Social media has been a great boost for my business over the last several years. There's no doubt about that at all.
With no advertising or marketing budget, it' s amazing to me that I get the word out about what I am doing with such ease and at no expense.
There are times it wearies me though. I would never be the type of person to walk around with a "device" in my hand and post pictures of my dinner or talk about what I am doing at any given moment. It's not who I am. My girls would just say I'm old and old fashioned and that may be true. I'll wear that proudly and take it as a compliment.
Last week I saw social media at it's worst. My innocent tweet about dropping off produce at a small family run meat shop was intercepted and turned into one of the most discouraging conversations on twitter I have ever had. It's disappointing. One business publicly bashing another...and the conversation went on and on. Not with me, because I didn't want to be involved in such nastiness, but with other people who were pulled in and made "aware."
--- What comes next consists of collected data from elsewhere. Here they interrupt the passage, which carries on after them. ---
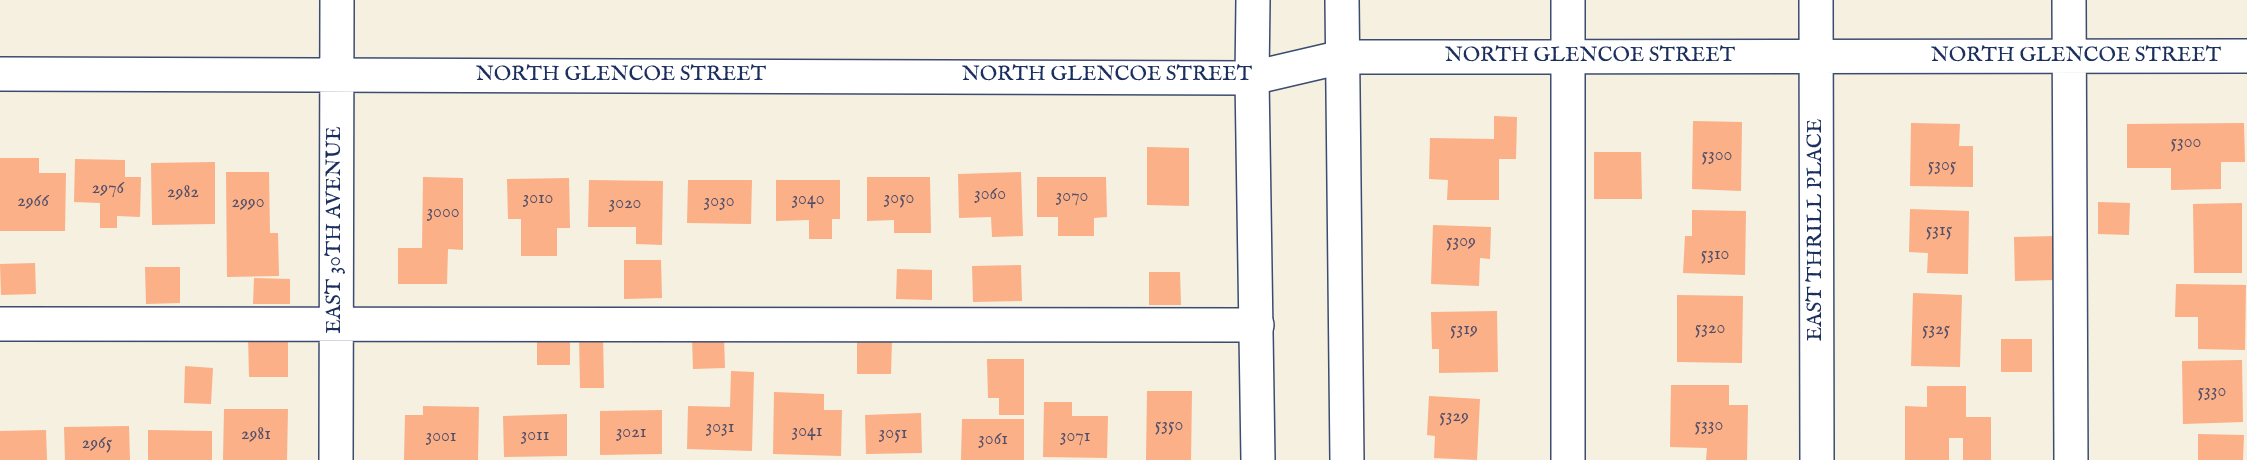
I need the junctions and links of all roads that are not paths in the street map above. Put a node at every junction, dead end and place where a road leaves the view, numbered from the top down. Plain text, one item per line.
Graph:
1 (337, 0) edge
2 (1253, 0) edge
3 (1342, 0) edge
4 (1568, 0) edge
5 (1816, 0) edge
6 (2069, 0) edge
7 (2247, 56) edge
8 (1342, 57) junction
9 (1568, 57) junction
10 (2070, 57) junction
11 (1816, 58) junction
12 (0, 74) edge
13 (337, 75) junction
14 (1252, 78) junction
15 (0, 324) edge
16 (336, 324) junction
17 (1257, 325) junction
18 (336, 460) edge
19 (1258, 460) edge
20 (1347, 460) edge
21 (1568, 460) edge
22 (1817, 460) edge
23 (2071, 460) edge

1 - 13 street, EAST 30TH AVENUE
2 - 14 street
3 - 8 street
4 - 9 street
5 - 11 street, EAST THRILL PLACE
6 - 10 street
7 - 10 street, NORTH GLENCOE STREET
8 - 9 street, NORTH GLENCOE STREET
8 - 14 street, NORTH GLENCOE STREET
8 - 20 street
9 - 11 street, NORTH GLENCOE STREET
9 - 21 street
10 - 11 street, NORTH GLENCOE STREET
10 - 23 street
11 - 22 street, EAST THRILL PLACE
12 - 13 street, NORTH GLENCOE STREET
13 - 14 street, NORTH GLENCOE STREET
13 - 16 street, EAST 30TH AVENUE
14 - 17 street
15 - 16 street
16 - 17 street
16 - 18 street, EAST 30TH AVENUE
17 - 19 street

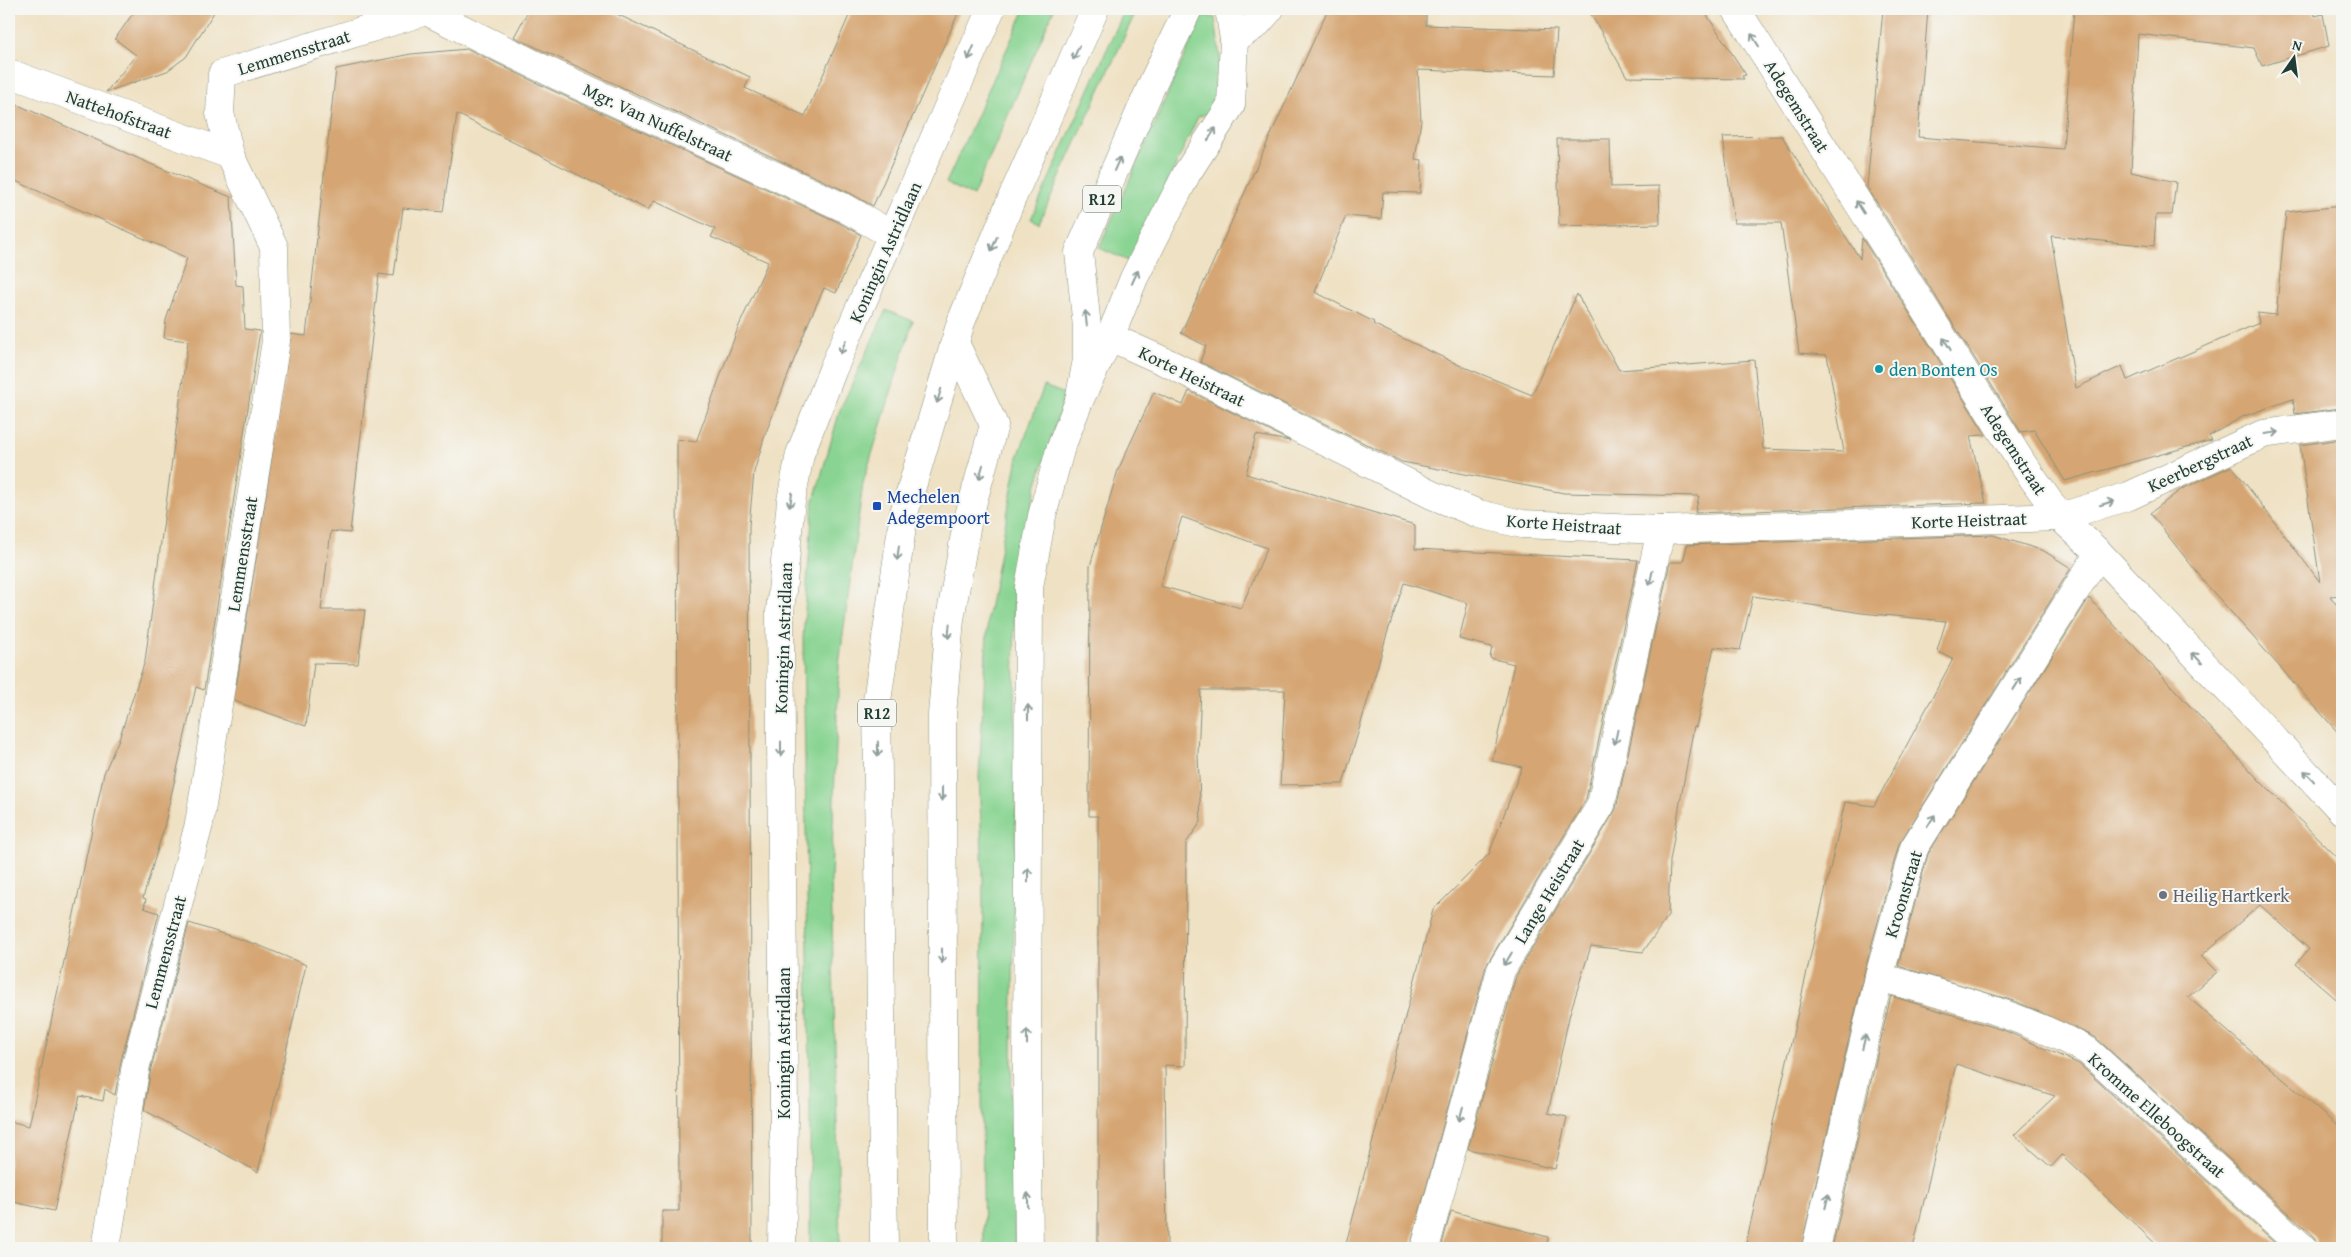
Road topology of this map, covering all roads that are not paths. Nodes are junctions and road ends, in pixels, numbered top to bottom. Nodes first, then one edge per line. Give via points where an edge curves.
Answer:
1 (991, 9) edge
2 (1095, 9) edge
3 (1188, 9) edge
4 (1229, 9) edge
5 (1270, 9) edge
6 (1736, 9) edge
7 (424, 10) edge
8 (1234, 39) junction
9 (9, 73) edge
10 (230, 155) junction
11 (892, 235) junction
12 (1110, 337) junction
13 (955, 343) junction
14 (1079, 401) junction
15 (2342, 424) edge
16 (2060, 517) junction
17 (1661, 530) junction
18 (2099, 553) junction
19 (2342, 811) edge
20 (1879, 977) junction
21 (106, 1248) edge
22 (782, 1248) edge
23 (884, 1248) edge
24 (944, 1248) edge
25 (1029, 1248) edge
26 (1425, 1248) edge
27 (1816, 1248) edge
28 (2303, 1248) edge

1 -> 11 street, Koningin Astridlaan
2 -> 13 street, R12 via 1012,198
14 -> 3 street, R12 via 1087,360 1079,252
4 - 8 street
5 - 8 street via 1256,25
16 -> 6 street, Adegemstraat via 2016,455
7 - 10 street, Lemmensstraat via 222,74 220,113
7 - 11 street, Mgr. Van Nuffelstraat via 554,74 845,208
12 -> 8 street via 1134,278 1187,173 1231,105
9 - 10 street, Nattehofstraat
10 - 21 street, Lemmensstraat via 274,247 276,341 198,824 136,1065
11 -> 22 street, Koningin Astridlaan via 800,454 791,501 780,612
12 - 14 street
12 - 17 street, Korte Heistraat via 1179,368 1432,495 1479,514 1522,524
13 -> 23 street, R12 via 904,512 877,701
13 -> 24 street via 994,425 967,523 950,619 942,716
25 -> 14 street via 1029,588 1042,516 1060,450
16 -> 15 street, Keerbergstraat via 2129,496 2263,434
16 - 17 street, Korte Heistraat
16 - 18 street, Adegemstraat
17 -> 26 street, Lange Heistraat via 1600,805 1501,970
19 -> 18 street, Adegemstraat
20 -> 18 street, Kroonstraat via 1914,848
27 -> 20 street, Kroonstraat
20 - 28 street, Kromme Elleboogstraat via 1978,1003 2056,1033 2088,1051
I spoke with the business owner who was attacked and whose integrity was under fire. She was understandably upset to hear what was being said, particularly because it was untrue.
When you have been in business for a while and dealt with other businesses, in my case restaurants, stores and markets you deal with all kinds of people and find out some things that maybe lead you to believe you should take your business elsewhere. I may grouch to my family or a close friend about my experience but I believe bad mouthing other businesses in public is quite simply bad business.
I simply wouldn't want to deal with someone who airs their "beefs" in public this way. Would you?
It is one thing for Pepsi to say Coke tastes better, but quite another to accuse a fellow business person of cheating, lying or worse. If there is a problem, people will figure it out. Maybe I'm an idealist, but I truly believe that.
At times like those I just like to make my world a little smaller, friendlier and a whole lot less technological. I take a break from social media, cuddle with the dogs a bit more and keep my head down.
Todays baskets had some special goodies in them. Cherries, lettuces, basils, onions/scapes, chard, kale, peas, a nice little zucchini and a few Szechuan Buttons just for fun.
The cherries are a bonus for sure. Most years the birds get them before I do, but I got some this year anyways. My cherry trees were on this property when I bought it and I have no idea what kind they are. They are not super sweet, nor are they sour. I find them very pleasant eating, and they make a very good jam and pie as well. Mike, my first basket pick-up of the day said they'd be just fine pickled too and that was where his efforts with them would lie.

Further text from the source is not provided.